Macro Pulse | China PMI Data | June 2026

China's June PMIs Just Beat. The Recovery Underneath Is Narrower Than It Looks.

China's headline PMIs cleared every hurdle in June. Manufacturing beat consensus. Non-manufacturing avoided the contraction economists expected. The composite hit a six-month high. On the surface, this reads like stabilization. Underneath, it's a story about which parts of the economy are actually growing, and it's a much shorter list than the headline suggests.

The data

NBS Manufacturing PMI came in at 50.3, above the 50.1 consensus and up from 50.0 in May. It's the third straight month of expansion. New orders returned to growth after contracting in May, and foreign orders did too. Output accelerated. But employment stayed weak, extending a pattern this desk has flagged across multiple economies this year: production expanding without hiring.

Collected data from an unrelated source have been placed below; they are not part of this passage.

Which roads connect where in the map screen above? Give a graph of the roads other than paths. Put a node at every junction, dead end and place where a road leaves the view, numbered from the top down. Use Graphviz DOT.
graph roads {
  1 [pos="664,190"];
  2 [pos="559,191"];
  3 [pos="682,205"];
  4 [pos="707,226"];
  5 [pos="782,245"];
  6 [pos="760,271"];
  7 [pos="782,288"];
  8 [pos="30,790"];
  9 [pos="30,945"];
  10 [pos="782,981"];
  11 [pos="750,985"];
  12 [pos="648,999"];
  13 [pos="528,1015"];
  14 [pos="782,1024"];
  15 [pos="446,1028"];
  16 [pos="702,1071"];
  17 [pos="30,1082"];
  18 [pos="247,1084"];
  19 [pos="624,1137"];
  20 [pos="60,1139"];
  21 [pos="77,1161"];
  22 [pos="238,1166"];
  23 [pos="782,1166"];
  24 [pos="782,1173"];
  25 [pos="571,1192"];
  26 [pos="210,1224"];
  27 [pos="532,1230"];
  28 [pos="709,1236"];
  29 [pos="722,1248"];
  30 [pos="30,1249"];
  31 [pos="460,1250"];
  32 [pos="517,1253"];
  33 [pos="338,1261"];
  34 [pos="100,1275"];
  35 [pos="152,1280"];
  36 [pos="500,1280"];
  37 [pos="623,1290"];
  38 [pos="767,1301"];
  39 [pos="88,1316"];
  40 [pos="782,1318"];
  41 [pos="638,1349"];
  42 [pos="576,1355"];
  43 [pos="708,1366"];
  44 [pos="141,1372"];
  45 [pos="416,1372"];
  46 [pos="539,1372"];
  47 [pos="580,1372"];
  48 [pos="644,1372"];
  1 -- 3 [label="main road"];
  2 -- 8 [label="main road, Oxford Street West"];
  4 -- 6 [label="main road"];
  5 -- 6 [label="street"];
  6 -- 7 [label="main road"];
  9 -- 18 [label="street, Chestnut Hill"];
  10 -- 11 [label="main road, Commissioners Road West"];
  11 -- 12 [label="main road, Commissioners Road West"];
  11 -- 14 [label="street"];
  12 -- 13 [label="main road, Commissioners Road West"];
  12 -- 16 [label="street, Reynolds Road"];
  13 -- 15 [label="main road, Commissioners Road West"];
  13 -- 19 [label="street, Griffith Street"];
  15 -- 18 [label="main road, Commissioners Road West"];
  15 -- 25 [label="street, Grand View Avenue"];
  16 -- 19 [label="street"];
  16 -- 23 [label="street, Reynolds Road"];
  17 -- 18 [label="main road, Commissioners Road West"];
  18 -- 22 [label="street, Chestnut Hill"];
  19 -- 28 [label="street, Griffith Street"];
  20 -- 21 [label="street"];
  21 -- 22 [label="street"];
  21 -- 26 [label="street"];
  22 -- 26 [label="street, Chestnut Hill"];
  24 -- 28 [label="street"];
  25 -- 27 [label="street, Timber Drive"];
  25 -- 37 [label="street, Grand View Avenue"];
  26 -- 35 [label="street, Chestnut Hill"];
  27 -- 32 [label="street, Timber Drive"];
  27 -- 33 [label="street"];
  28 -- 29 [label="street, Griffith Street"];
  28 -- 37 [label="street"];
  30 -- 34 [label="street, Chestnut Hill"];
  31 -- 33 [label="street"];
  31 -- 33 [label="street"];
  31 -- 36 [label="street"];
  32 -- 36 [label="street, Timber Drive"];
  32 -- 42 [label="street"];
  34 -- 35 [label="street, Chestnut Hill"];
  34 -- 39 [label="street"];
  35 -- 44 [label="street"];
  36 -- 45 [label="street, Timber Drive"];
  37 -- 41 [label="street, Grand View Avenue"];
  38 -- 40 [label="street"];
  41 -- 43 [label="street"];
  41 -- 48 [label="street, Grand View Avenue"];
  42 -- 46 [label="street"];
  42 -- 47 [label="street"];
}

NBS Non-Manufacturing PMI rose to 50.2, defying consensus expectations for a slip to 49.9. The strength here is concentrated. Telecom, IT and software services, financial services, and insurance all posted readings above 55. Air transport and real estate stayed below 50. Construction managed only 49, still technically in contraction despite an improvement from May.

The NBS Composite PMI reached 50.6, its highest level since December and the fourth consecutive month of expansion.

The private RatingDog Composite PMI told a similar but distinct story. It eased to 53.6 from a three-month high of 54.0 in May, but that's still among the strongest readings in three years. New business grew for a thirteenth straight month. Employment rose for a second consecutive month, the first back-to-back increase since mid-2023.

The detail the market is underpricing

Manufacturing output prices fell to 48.2 from 51.9, the first contraction in factory selling prices in six months. Input costs stayed elevated at 54.2. That gap is margin compression showing up directly inside the PMI survey itself, not just in the CPI-PPI spread this desk has tracked since June. Manufacturers are absorbing cost pressure instead of passing it through, which is a direct read on corporate profitability, not just on price levels.

What does this mean?

Markets are likely to read June's PMI beats as broad economic stabilization. The components don't support that read. Strength is concentrated in AI-linked exports and a narrow band of high-value services. Real estate and construction remain in contraction. Employment stayed soft in both official surveys even as output expanded.

There's also a supply-side wrinkle in the non-manufacturing beat. NBS's own commentary tied part of the services improvement to the central bank pressuring commercial banks to step up lending. That's an administrative lever, not organic demand recovery. It matters because it means the headline number is partly a policy input, not purely a market signal.

For the PBoC, this is a trap of its own making. Headline PMI strength gives policymakers room to hold off on fresh stimulus. But the internals confirm the decoupling this desk has tracked for months: the export and tech-driven segment of the economy is expanding while the domestic consumption engine stays stalled. Rates have sat unchanged for twelve straight months. Nothing in June's data changes that calculus.

What to watch next

Watch whether manufacturing output prices contract again in July. A second straight month would confirm margin compression is structural, not a one-off tied to a single survey period. Also watch the gap between the RatingDog and NBS composites. A widening spread says the private, export-facing economy is pulling further away from the officially measured one.